Bennell was associated with a number of clubs, most notably Crewe Alexandra in the 1980s and 1990s. He also had a close association with Manchester City, and was linked to a number of junior teams in Derbyshire, Staffordshire, Cheshire and Greater Manchester. He would scout boys across the North West and the Midlands and also ran summer holiday camps in the UK as well as youth football tours and soccer camps in the US.
Those clubs who are investigating non-recent allegations seem likely to find that the initial complaints made against Bennell are merely the tip of the iceberg. Manchester City are holding their own QC led inquiry and have identified another part-time scout and alleged paedophile, John Broome, who is now deceased. They do not believe that he was connected to Bennell.
Charlton, QPR. Chelsea and Southampton have all launched either their own internal inquiries or have been assisting the police with their investigations.
Crewe have been a particular focus of intense media interest. Bennell was seemingly sacked as their youth coach days after parents confronted him about his behaviour.

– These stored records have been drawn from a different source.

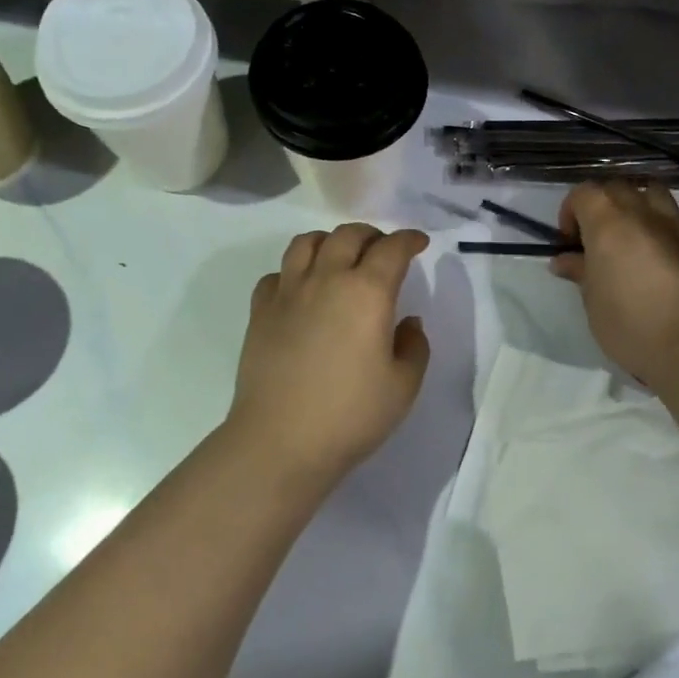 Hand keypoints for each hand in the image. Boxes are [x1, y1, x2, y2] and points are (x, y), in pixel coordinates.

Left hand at [228, 224, 431, 483]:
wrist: (280, 441)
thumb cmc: (351, 415)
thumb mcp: (403, 386)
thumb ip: (414, 347)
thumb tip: (406, 322)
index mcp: (367, 292)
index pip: (392, 249)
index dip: (409, 240)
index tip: (418, 243)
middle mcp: (326, 279)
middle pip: (348, 235)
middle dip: (372, 235)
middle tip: (383, 250)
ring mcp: (288, 293)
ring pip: (306, 243)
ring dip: (330, 242)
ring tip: (340, 258)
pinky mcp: (260, 312)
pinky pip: (277, 274)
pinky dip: (294, 272)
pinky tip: (302, 291)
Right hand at [550, 181, 678, 383]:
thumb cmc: (629, 324)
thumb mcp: (592, 301)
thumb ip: (580, 272)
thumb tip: (565, 260)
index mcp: (609, 222)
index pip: (584, 193)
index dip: (570, 212)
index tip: (568, 242)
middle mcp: (643, 214)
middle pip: (618, 187)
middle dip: (602, 206)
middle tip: (595, 240)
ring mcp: (676, 226)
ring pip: (653, 194)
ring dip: (637, 206)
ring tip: (630, 237)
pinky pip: (678, 219)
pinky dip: (664, 225)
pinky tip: (659, 252) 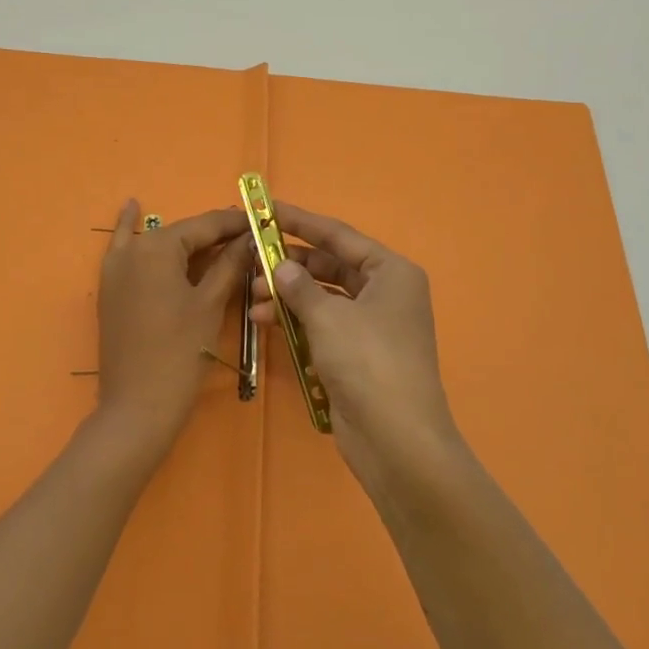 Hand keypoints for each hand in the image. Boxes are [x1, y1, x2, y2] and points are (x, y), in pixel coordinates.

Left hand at [93, 199, 251, 460]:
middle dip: (215, 236)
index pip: (205, 225)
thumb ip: (229, 264)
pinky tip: (132, 206)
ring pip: (160, 244)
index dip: (237, 224)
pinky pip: (125, 250)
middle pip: (182, 234)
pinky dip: (129, 228)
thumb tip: (250, 236)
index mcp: (158, 247)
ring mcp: (115, 268)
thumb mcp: (210, 304)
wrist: (138, 406)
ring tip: (219, 239)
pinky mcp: (111, 288)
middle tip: (249, 238)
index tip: (264, 220)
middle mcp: (132, 248)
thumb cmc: (181, 353)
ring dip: (187, 242)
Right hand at [249, 203, 465, 502]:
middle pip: (330, 266)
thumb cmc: (368, 362)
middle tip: (251, 261)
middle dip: (290, 264)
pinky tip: (264, 321)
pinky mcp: (358, 354)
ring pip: (323, 297)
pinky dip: (296, 321)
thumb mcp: (329, 317)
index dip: (300, 221)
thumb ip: (300, 286)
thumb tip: (282, 266)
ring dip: (288, 295)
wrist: (397, 438)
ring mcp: (373, 325)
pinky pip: (322, 325)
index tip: (267, 209)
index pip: (338, 236)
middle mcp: (385, 292)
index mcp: (390, 272)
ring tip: (252, 297) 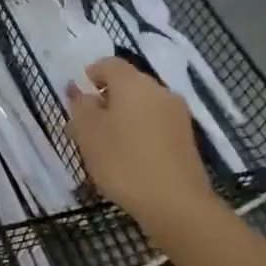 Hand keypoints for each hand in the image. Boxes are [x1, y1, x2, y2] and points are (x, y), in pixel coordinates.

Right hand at [65, 57, 215, 223]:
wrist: (175, 202)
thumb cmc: (123, 161)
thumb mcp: (88, 132)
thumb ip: (81, 106)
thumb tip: (81, 92)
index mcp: (133, 83)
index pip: (109, 63)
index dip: (91, 73)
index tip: (79, 95)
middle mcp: (159, 91)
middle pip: (128, 84)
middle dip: (106, 98)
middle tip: (86, 123)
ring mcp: (176, 114)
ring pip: (142, 105)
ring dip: (122, 116)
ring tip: (105, 144)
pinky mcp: (186, 138)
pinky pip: (155, 124)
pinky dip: (138, 131)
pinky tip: (128, 155) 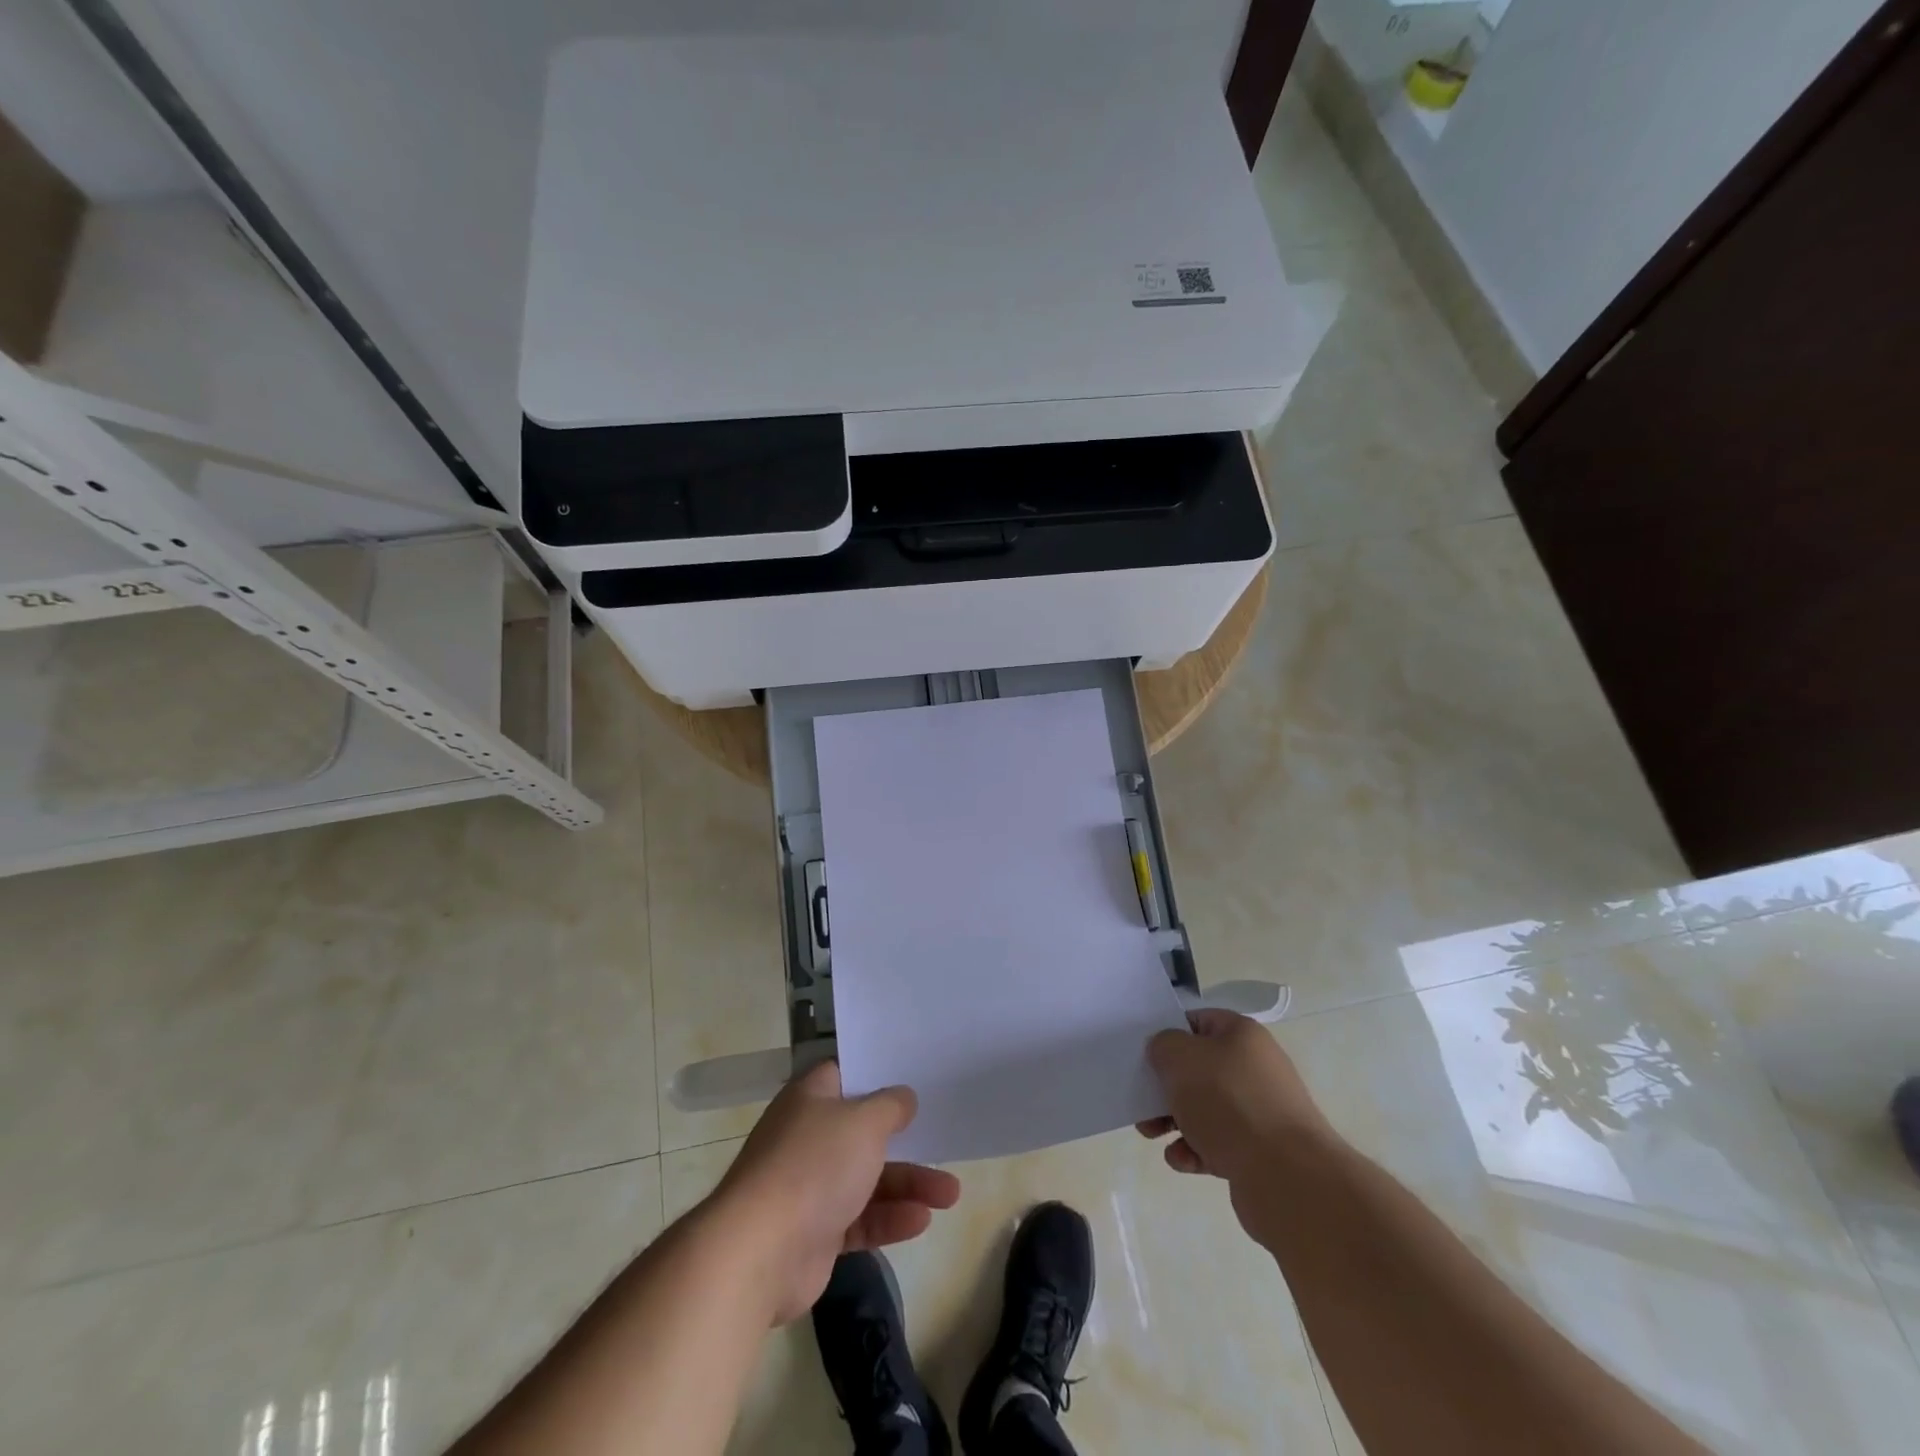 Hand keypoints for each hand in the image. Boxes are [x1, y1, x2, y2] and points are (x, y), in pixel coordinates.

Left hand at [711, 1060, 960, 1324]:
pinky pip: (861, 1220)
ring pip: (868, 1178)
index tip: (912, 1077)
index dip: (876, 1075)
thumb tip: (903, 1097)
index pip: (845, 1076)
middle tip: (941, 1136)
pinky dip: (890, 1219)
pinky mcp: (816, 1233)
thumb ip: (890, 1106)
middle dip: (904, 1138)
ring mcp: (810, 1187)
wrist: (761, 1252)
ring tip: (951, 1194)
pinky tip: (923, 1220)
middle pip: (862, 1131)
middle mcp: (808, 1137)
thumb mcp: (864, 1122)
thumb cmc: (814, 1166)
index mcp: (810, 1099)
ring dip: (908, 1184)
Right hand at [1136, 1009, 1331, 1192]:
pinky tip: (1182, 1160)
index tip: (1145, 1054)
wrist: (1287, 1176)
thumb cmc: (1229, 1102)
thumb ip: (1163, 1045)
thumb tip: (1165, 1052)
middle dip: (1166, 1086)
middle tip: (1140, 1100)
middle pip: (1198, 1069)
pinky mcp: (1259, 1153)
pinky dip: (1194, 1150)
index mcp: (1242, 1035)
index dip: (1169, 1034)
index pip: (1197, 1021)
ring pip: (1204, 1109)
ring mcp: (1259, 1112)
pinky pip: (1217, 1144)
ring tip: (1151, 1134)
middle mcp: (1255, 1068)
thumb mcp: (1181, 1058)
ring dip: (1173, 1120) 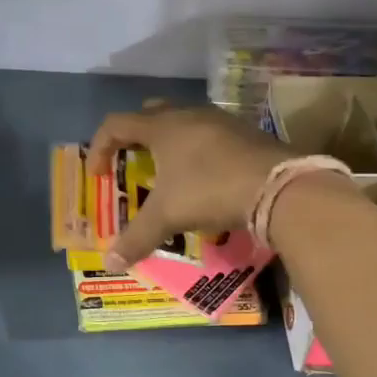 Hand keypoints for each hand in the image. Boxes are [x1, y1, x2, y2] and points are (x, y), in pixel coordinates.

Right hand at [87, 103, 287, 270]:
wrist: (278, 186)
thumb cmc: (210, 190)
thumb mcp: (168, 216)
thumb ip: (136, 237)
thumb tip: (110, 262)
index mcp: (162, 126)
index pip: (116, 124)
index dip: (99, 147)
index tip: (98, 176)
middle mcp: (188, 114)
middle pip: (150, 114)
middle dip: (135, 136)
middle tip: (132, 162)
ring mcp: (220, 120)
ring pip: (184, 121)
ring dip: (170, 142)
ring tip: (169, 171)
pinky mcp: (245, 132)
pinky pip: (210, 133)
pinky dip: (198, 150)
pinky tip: (205, 176)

The club have however declined to confirm to the BBC as to why he was sacked, previously stating that he left in January 1992 for football related reasons. Despite the pressure on Crewe to answer questions about what was or was not known it has somewhat surprisingly not launched its own investigation. It is hard to see however that it will not be a focus by the Football Association (FA) in its review.
The FA’s Review report, following the investigation led by Clive Sheldon QC, is currently awaited. In the last update it was noted that the reviewers were looking at some 6000 files, and they had or were in the process of interviewing 125 survivors and 75 other persons of interest. No date has been given for when that report will be produced. Meanwhile the Scottish Football Association has said it will publish its report in April or May.
With so many reviews and investigations it might seem that IICSA does not need to undertake its own investigation in to football. However as seen with its other investigations often the existence of earlier reviews provides the stimuli for a cross sector investigation. Sports organisations including football should expect they too will be come under the spotlight of IICSA.